Extracted information:
Start of Block

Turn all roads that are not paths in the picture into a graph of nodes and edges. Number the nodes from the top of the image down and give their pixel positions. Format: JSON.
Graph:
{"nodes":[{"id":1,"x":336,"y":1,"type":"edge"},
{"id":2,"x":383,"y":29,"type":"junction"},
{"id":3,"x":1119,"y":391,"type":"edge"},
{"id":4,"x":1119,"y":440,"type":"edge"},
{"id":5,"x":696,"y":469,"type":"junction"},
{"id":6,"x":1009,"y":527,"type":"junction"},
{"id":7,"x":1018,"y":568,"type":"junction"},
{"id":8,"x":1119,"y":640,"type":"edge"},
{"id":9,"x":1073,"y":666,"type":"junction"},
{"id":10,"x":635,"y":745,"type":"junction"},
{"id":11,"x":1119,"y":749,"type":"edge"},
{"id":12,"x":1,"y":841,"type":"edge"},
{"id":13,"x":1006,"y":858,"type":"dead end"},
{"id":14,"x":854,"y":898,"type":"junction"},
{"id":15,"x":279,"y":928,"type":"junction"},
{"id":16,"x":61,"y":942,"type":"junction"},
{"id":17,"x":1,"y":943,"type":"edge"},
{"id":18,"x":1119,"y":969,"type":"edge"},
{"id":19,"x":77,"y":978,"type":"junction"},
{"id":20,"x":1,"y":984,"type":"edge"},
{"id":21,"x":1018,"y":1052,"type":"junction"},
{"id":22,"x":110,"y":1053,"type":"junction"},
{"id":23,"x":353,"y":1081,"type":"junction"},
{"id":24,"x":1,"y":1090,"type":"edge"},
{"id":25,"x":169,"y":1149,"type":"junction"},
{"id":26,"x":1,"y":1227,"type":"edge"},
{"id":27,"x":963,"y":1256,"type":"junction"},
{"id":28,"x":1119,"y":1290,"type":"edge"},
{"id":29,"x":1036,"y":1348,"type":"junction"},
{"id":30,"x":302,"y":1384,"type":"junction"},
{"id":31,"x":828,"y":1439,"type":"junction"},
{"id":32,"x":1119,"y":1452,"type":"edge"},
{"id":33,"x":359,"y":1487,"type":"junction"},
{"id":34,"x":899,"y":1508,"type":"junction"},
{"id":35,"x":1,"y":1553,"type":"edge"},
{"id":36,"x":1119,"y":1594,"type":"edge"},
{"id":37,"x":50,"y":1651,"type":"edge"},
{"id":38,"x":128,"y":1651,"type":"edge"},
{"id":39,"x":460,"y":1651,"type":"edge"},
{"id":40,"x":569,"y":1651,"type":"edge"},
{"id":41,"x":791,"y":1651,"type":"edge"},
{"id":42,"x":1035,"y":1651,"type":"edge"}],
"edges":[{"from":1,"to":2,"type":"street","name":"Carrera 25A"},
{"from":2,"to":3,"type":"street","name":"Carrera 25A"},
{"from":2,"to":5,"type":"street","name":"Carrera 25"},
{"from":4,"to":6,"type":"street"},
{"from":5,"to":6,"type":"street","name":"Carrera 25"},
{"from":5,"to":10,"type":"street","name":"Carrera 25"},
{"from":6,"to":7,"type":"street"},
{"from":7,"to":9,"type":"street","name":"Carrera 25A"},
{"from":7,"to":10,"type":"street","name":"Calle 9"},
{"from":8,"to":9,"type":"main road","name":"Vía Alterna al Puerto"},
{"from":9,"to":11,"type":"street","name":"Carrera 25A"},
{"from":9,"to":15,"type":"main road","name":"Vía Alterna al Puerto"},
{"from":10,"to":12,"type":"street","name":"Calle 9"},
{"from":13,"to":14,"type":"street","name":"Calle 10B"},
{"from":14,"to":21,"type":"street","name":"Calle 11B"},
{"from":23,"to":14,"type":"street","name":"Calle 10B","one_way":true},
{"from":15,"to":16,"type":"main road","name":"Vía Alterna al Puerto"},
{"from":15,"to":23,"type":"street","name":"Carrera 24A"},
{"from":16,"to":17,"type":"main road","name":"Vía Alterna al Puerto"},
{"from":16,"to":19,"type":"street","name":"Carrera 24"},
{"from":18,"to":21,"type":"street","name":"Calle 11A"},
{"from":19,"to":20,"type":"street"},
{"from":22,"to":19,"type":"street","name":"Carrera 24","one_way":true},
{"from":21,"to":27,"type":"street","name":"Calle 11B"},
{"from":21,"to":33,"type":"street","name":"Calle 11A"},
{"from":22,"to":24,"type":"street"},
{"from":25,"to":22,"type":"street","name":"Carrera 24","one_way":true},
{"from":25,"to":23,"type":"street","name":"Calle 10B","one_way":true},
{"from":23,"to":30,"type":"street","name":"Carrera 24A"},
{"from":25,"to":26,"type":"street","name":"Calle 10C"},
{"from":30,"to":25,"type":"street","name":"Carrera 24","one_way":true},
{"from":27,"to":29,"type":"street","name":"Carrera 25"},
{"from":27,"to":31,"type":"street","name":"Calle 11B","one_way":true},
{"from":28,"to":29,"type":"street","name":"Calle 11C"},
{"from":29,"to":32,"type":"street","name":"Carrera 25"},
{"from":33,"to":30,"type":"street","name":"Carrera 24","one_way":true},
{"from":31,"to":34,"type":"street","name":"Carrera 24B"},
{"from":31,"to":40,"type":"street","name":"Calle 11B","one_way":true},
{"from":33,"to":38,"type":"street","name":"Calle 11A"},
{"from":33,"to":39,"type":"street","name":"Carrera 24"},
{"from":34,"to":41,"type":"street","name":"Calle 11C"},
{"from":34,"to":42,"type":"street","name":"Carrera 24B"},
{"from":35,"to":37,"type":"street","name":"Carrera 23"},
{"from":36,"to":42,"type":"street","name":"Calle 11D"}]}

End of Block

Task prompt: Your answer should be a single number: the count of lines in the records that contain "nodes".

Task result: 2